### EXERCISE REQUIREMENTS
Write the records out once more, exactly as they are given.

Segment Open

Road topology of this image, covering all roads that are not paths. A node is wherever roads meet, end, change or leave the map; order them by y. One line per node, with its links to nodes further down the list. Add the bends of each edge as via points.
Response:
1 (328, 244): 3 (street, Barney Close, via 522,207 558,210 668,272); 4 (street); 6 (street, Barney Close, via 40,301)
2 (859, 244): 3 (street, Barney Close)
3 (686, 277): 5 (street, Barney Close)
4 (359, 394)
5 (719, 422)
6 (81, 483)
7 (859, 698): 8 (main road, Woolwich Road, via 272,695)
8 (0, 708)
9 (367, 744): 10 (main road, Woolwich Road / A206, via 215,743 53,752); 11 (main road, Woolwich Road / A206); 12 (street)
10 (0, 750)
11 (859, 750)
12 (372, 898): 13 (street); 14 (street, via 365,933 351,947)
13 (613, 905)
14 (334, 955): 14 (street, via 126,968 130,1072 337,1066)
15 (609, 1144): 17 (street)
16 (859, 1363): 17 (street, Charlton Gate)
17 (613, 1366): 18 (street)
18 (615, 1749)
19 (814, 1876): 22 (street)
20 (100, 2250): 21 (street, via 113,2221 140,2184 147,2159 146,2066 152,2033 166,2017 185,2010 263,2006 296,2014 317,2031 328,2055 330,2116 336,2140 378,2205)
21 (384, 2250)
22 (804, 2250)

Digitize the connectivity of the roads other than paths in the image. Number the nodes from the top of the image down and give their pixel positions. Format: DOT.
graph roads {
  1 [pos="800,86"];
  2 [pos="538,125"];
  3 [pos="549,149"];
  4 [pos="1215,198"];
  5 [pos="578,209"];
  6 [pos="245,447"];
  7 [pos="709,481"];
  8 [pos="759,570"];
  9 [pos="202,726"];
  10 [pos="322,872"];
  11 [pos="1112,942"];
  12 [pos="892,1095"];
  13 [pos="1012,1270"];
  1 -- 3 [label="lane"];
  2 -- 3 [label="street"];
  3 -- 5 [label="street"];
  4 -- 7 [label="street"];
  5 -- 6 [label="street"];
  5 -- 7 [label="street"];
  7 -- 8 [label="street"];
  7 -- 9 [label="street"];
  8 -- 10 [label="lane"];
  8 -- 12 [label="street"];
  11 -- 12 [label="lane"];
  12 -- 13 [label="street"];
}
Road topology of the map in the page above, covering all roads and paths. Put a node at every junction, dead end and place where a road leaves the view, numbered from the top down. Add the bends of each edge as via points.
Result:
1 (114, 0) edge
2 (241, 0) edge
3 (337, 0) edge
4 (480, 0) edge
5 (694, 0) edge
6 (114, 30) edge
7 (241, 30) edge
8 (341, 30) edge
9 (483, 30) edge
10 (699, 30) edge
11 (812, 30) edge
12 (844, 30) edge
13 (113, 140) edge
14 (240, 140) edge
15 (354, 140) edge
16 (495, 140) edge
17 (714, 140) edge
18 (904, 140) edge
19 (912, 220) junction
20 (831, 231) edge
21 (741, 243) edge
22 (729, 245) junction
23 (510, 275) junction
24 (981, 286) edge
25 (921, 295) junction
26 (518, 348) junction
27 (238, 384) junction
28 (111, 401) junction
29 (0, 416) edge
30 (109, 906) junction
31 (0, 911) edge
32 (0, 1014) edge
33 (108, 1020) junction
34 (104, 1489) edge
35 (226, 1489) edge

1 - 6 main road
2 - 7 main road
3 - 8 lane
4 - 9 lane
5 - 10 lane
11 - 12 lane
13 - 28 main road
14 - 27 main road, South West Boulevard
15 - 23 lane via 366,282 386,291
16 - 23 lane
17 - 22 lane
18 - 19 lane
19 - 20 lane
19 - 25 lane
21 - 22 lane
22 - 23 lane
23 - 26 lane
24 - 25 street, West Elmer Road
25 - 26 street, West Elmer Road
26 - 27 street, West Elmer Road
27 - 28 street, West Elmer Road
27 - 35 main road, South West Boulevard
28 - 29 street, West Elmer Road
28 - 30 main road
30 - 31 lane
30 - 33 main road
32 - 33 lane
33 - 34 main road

Segment Closed

### ANSWER SECTION
Road topology of this image, covering all roads that are not paths. A node is wherever roads meet, end, change or leave the map; order them by y. One line per node, with its links to nodes further down the list. Add the bends of each edge as via points.
Response:
1 (328, 244): 3 (street, Barney Close, via 522,207 558,210 668,272); 4 (street); 6 (street, Barney Close, via 40,301)
2 (859, 244): 3 (street, Barney Close)
3 (686, 277): 5 (street, Barney Close)
4 (359, 394)
5 (719, 422)
6 (81, 483)
7 (859, 698): 8 (main road, Woolwich Road, via 272,695)
8 (0, 708)
9 (367, 744): 10 (main road, Woolwich Road / A206, via 215,743 53,752); 11 (main road, Woolwich Road / A206); 12 (street)
10 (0, 750)
11 (859, 750)
12 (372, 898): 13 (street); 14 (street, via 365,933 351,947)
13 (613, 905)
14 (334, 955): 14 (street, via 126,968 130,1072 337,1066)
15 (609, 1144): 17 (street)
16 (859, 1363): 17 (street, Charlton Gate)
17 (613, 1366): 18 (street)
18 (615, 1749)
19 (814, 1876): 22 (street)
20 (100, 2250): 21 (street, via 113,2221 140,2184 147,2159 146,2066 152,2033 166,2017 185,2010 263,2006 296,2014 317,2031 328,2055 330,2116 336,2140 378,2205)
21 (384, 2250)
22 (804, 2250)

Digitize the connectivity of the roads other than paths in the image. Number the nodes from the top of the image down and give their pixel positions. Format: DOT.
graph roads {
  1 [pos="800,86"];
  2 [pos="538,125"];
  3 [pos="549,149"];
  4 [pos="1215,198"];
  5 [pos="578,209"];
  6 [pos="245,447"];
  7 [pos="709,481"];
  8 [pos="759,570"];
  9 [pos="202,726"];
  10 [pos="322,872"];
  11 [pos="1112,942"];
  12 [pos="892,1095"];
  13 [pos="1012,1270"];
  1 -- 3 [label="lane"];
  2 -- 3 [label="street"];
  3 -- 5 [label="street"];
  4 -- 7 [label="street"];
  5 -- 6 [label="street"];
  5 -- 7 [label="street"];
  7 -- 8 [label="street"];
  7 -- 9 [label="street"];
  8 -- 10 [label="lane"];
  8 -- 12 [label="street"];
  11 -- 12 [label="lane"];
  12 -- 13 [label="street"];
}
Road topology of the map in the page above, covering all roads and paths. Put a node at every junction, dead end and place where a road leaves the view, numbered from the top down. Add the bends of each edge as via points.
Result:
1 (114, 0) edge
2 (241, 0) edge
3 (337, 0) edge
4 (480, 0) edge
5 (694, 0) edge
6 (114, 30) edge
7 (241, 30) edge
8 (341, 30) edge
9 (483, 30) edge
10 (699, 30) edge
11 (812, 30) edge
12 (844, 30) edge
13 (113, 140) edge
14 (240, 140) edge
15 (354, 140) edge
16 (495, 140) edge
17 (714, 140) edge
18 (904, 140) edge
19 (912, 220) junction
20 (831, 231) edge
21 (741, 243) edge
22 (729, 245) junction
23 (510, 275) junction
24 (981, 286) edge
25 (921, 295) junction
26 (518, 348) junction
27 (238, 384) junction
28 (111, 401) junction
29 (0, 416) edge
30 (109, 906) junction
31 (0, 911) edge
32 (0, 1014) edge
33 (108, 1020) junction
34 (104, 1489) edge
35 (226, 1489) edge

1 - 6 main road
2 - 7 main road
3 - 8 lane
4 - 9 lane
5 - 10 lane
11 - 12 lane
13 - 28 main road
14 - 27 main road, South West Boulevard
15 - 23 lane via 366,282 386,291
16 - 23 lane
17 - 22 lane
18 - 19 lane
19 - 20 lane
19 - 25 lane
21 - 22 lane
22 - 23 lane
23 - 26 lane
24 - 25 street, West Elmer Road
25 - 26 street, West Elmer Road
26 - 27 street, West Elmer Road
27 - 28 street, West Elmer Road
27 - 35 main road, South West Boulevard
28 - 29 street, West Elmer Road
28 - 30 main road
30 - 31 lane
30 - 33 main road
32 - 33 lane
33 - 34 main road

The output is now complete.